Debt equals slavery. Period. Full stop.
As it should, because you took something from someone else and have yet to return it.
The writer dances around the root of the problem without fully grasping it. The growth and power of large corporations has been mostly driven by an out of control regulatory environment. Gradually the regulatory regime reached a tipping point where some corp's had the kind of clout that allowed them to dictate which regulations could be repealed, and which ones could not. This has given deregulation a bad name, because the kinds of regulations which act as barriers to new competition remain in place, while those aimed at corporate governance are reduced.
The two most powerful drivers of prosperity for American workers have been the automobile, which granted mobility to everyone and gave life to the promise of income mobility by allowing workers to go where they could earn more without necessarily uprooting their families, and the growth of competition in manufactured goods. The need to compete on many levels drove employers to need to ensure their workforces were well motivated to make quality goods.
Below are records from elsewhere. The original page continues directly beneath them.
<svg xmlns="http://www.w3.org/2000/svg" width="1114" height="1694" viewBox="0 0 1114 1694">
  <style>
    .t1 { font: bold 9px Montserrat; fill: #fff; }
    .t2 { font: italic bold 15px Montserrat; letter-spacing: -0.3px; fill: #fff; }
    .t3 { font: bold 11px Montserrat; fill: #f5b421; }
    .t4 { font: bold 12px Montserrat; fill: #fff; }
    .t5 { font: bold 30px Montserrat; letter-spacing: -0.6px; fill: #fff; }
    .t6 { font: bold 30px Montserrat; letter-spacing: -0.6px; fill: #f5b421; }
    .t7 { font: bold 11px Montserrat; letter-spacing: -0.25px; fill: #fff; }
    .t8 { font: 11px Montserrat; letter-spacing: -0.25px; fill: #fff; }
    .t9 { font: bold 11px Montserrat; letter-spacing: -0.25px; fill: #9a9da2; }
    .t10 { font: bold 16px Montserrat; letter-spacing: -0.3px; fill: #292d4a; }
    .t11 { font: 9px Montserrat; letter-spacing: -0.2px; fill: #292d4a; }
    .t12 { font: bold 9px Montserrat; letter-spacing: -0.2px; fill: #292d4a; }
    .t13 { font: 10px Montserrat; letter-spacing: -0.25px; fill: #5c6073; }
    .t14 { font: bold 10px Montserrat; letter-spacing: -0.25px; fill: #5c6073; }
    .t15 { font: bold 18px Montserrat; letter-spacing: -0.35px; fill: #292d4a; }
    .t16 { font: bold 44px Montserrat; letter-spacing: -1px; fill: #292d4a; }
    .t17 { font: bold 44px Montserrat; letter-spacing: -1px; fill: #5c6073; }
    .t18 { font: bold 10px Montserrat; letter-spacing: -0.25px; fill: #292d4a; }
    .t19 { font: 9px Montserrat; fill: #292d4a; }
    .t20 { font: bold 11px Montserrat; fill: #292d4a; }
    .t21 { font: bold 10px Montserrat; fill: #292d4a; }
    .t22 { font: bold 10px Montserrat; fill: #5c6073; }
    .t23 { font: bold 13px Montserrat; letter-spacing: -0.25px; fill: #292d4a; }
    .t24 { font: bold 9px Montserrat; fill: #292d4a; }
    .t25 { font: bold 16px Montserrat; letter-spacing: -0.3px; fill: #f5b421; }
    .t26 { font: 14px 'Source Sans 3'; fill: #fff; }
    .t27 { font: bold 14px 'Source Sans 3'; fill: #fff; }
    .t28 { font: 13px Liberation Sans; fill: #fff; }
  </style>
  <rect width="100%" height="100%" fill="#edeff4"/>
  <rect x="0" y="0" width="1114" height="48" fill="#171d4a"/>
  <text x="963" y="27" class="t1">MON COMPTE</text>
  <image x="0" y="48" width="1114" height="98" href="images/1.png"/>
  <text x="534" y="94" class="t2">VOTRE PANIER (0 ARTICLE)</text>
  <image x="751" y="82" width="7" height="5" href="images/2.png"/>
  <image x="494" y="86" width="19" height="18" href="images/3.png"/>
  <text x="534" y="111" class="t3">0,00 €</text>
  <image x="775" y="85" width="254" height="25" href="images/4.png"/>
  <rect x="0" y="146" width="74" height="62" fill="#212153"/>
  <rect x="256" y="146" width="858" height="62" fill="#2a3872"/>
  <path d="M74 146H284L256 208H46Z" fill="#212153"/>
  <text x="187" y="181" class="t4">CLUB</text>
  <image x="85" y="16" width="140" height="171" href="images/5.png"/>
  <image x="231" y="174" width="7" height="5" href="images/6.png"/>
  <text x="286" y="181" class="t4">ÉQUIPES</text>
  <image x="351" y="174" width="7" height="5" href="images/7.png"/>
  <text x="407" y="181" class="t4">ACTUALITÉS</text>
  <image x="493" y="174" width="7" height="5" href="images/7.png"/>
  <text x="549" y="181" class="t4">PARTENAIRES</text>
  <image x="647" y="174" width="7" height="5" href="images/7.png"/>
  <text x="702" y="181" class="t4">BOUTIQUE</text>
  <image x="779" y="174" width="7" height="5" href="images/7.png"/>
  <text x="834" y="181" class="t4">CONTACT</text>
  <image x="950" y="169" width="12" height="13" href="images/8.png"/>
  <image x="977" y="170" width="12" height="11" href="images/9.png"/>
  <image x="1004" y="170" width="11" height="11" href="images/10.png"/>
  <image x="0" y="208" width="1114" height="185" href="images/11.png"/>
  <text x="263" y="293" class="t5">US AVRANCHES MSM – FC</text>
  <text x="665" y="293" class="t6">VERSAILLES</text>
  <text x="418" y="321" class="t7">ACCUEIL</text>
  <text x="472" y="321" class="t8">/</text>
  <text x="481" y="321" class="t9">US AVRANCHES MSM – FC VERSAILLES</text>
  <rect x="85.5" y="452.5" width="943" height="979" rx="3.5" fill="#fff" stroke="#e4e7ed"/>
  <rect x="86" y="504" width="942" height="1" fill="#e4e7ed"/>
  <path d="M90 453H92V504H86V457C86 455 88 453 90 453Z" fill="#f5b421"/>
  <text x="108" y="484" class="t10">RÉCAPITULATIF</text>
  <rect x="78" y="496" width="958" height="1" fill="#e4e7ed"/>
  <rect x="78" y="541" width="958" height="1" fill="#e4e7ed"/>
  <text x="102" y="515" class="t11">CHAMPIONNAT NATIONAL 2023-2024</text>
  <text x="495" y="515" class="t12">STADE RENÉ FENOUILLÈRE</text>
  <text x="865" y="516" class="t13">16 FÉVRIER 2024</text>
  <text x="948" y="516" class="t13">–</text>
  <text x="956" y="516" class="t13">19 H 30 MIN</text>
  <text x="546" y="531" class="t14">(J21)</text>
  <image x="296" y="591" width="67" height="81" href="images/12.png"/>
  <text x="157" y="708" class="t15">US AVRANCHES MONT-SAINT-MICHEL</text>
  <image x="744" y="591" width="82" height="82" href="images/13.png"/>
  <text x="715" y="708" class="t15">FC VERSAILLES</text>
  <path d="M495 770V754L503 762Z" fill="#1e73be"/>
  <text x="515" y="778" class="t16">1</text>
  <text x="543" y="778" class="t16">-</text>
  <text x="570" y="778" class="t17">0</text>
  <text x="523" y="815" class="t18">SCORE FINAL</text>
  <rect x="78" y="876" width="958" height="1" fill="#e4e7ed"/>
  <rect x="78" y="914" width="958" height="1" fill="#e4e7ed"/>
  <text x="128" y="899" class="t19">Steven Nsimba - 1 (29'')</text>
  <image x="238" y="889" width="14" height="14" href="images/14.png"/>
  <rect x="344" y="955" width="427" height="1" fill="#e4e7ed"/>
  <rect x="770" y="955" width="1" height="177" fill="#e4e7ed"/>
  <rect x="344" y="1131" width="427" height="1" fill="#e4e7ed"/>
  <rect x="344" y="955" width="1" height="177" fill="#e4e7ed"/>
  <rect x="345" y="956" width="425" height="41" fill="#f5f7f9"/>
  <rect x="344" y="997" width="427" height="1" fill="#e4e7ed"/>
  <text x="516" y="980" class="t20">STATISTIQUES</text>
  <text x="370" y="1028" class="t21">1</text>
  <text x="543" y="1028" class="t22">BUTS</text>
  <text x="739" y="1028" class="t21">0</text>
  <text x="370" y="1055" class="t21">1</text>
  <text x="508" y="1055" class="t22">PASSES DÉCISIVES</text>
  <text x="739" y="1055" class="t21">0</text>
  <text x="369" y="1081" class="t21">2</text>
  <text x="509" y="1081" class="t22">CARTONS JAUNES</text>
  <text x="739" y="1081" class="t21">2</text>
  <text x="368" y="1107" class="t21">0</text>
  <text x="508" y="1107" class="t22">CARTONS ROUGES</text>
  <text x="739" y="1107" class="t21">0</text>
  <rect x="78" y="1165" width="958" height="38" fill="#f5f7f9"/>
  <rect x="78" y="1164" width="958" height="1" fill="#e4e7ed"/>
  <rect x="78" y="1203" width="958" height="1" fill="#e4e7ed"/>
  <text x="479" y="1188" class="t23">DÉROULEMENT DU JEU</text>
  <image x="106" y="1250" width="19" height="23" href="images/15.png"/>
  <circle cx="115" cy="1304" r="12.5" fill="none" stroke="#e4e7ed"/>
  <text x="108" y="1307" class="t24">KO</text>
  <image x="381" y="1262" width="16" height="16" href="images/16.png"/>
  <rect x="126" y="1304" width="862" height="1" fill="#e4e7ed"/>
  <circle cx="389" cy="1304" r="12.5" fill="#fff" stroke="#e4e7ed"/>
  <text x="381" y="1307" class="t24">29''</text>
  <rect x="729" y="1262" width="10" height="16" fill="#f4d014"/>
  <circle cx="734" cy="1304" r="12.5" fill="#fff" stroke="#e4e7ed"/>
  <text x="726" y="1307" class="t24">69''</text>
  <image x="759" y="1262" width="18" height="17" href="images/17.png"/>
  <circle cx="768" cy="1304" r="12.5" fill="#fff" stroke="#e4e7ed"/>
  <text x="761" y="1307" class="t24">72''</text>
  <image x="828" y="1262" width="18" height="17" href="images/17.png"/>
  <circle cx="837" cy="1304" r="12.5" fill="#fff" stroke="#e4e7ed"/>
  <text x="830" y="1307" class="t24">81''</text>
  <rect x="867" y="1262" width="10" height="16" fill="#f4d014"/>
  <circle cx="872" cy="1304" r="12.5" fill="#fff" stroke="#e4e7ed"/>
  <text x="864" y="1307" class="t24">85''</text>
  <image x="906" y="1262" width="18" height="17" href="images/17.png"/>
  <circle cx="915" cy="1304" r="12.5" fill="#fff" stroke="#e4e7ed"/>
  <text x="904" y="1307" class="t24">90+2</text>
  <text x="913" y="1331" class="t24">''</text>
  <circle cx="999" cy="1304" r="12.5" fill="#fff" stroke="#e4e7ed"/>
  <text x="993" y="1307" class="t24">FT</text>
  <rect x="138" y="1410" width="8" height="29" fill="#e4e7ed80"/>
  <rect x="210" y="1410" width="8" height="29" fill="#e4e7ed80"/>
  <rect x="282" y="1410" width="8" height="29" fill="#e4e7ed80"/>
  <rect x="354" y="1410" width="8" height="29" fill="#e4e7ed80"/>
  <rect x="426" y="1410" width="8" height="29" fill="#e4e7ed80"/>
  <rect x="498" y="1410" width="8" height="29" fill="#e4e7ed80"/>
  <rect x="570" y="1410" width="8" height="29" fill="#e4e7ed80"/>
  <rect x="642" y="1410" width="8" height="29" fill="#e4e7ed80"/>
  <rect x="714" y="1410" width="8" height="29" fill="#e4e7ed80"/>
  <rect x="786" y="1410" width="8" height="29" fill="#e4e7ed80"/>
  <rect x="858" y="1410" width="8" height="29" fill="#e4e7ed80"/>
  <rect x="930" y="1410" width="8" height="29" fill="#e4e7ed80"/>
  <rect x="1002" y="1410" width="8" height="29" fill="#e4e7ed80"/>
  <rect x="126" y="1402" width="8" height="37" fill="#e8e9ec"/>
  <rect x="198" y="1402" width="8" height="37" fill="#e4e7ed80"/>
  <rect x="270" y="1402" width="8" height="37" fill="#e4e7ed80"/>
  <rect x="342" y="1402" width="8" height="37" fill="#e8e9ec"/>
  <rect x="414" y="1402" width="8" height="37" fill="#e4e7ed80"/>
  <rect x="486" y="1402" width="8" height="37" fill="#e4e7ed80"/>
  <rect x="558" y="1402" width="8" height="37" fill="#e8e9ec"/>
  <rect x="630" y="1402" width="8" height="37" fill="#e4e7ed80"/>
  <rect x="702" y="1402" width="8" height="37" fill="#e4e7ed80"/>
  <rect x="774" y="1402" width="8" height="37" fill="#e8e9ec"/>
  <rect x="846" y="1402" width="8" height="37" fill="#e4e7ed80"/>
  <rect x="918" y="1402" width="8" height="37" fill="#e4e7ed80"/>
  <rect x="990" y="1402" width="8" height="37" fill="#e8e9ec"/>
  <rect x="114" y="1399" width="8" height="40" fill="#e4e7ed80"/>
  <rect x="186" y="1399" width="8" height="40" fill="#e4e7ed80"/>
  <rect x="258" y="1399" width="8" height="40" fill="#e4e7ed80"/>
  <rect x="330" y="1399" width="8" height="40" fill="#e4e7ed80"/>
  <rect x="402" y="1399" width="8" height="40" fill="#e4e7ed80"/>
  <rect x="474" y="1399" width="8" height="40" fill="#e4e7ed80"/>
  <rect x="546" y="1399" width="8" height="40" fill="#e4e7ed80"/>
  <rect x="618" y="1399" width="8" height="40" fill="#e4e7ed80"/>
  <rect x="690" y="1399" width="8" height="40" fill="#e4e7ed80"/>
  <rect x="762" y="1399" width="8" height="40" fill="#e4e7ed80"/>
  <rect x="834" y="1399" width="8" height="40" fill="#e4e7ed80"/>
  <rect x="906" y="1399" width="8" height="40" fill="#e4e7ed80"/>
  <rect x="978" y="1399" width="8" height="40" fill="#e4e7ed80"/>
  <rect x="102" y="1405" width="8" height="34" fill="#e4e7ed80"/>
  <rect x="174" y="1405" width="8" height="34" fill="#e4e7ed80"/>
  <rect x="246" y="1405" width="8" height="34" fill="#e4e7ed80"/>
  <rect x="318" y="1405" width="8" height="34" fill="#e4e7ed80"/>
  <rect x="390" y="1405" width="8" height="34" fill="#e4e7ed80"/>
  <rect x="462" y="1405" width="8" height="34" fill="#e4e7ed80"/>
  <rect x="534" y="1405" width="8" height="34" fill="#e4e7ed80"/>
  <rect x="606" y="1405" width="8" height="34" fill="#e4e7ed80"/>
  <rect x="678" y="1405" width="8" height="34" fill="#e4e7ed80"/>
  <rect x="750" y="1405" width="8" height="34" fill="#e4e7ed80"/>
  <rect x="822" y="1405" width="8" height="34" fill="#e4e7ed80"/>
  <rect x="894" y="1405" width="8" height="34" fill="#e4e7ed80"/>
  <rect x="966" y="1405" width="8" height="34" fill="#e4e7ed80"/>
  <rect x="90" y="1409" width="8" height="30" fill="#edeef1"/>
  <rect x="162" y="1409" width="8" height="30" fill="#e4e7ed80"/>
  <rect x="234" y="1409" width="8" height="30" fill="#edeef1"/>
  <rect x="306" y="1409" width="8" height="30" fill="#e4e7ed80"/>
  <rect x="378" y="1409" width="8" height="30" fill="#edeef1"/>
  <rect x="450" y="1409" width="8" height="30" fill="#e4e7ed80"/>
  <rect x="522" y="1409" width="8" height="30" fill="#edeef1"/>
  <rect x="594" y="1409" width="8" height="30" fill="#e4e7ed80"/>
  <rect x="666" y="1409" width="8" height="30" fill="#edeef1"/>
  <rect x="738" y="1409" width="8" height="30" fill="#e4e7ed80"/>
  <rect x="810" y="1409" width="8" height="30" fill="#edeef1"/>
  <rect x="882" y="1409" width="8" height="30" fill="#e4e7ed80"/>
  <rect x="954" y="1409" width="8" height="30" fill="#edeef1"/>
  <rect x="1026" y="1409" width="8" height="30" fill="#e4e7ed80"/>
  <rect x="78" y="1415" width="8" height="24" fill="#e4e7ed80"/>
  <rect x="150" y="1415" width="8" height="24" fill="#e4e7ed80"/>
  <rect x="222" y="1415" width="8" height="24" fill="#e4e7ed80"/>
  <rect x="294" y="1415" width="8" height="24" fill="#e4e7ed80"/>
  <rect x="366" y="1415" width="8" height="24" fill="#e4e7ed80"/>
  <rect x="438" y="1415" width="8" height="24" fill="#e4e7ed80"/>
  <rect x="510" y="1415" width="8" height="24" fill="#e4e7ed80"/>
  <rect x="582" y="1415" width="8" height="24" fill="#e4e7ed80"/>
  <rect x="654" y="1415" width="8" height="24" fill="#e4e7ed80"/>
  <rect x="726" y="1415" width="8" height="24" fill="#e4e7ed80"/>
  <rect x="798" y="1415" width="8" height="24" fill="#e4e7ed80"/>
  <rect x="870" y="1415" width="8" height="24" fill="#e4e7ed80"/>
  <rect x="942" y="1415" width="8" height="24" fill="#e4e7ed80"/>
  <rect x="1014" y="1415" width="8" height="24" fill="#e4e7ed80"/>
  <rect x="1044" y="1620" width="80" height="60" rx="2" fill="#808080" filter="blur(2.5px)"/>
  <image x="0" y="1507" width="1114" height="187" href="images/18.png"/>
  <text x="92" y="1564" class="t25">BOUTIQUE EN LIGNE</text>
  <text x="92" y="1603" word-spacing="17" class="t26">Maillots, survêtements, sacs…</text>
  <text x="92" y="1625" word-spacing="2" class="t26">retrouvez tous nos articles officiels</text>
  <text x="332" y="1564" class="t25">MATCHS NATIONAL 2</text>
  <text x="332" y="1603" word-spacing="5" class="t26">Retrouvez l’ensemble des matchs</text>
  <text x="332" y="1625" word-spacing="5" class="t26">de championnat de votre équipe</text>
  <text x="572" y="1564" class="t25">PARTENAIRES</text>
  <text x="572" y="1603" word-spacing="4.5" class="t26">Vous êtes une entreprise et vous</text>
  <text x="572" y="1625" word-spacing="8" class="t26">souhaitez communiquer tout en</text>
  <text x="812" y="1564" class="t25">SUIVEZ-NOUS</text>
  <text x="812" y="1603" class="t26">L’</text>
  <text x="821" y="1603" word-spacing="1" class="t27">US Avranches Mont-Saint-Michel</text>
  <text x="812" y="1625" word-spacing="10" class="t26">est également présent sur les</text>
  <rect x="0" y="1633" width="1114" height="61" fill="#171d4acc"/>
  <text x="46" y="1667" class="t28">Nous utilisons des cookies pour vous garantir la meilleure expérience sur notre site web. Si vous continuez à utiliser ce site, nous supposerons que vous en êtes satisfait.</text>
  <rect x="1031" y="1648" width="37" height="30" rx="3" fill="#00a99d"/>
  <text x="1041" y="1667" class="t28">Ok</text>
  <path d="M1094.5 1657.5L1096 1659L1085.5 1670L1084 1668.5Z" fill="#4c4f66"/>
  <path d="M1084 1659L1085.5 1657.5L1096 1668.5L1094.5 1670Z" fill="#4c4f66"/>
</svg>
Unfortunately, unions have consistently pulled the tits off the cow and driven millions of good jobs off shore. Democrats in particular have waged decades of war against the private auto, burdening today's new car with thousands of dollars in regulatory costs, and then driving up fuel costs with taxes that don't go into roads but public transit that is often grossly inefficient and fails to attract enough patrons to even pay operating costs let alone the costs of construction. A car built today bears over $4000 in costs just to meet regulations imposed since 1995. It is invariably heavier, meaning more raw materials to build and more energy consumed to operate. At the same time it is only marginally cleaner or safer. The consumer is denied the full benefit of tremendous improvements in manufacturing technology or engineering prowess.
This process is repeated ad nauseum across multiple sectors of the economy. Over regulation makes it increasingly hard for individuals and groups of individuals to leave their secure employment and create enterprises which are direct competitors to their current employers. We require a wholesale revamping of regulations and a rethinking of the reasons for regulation.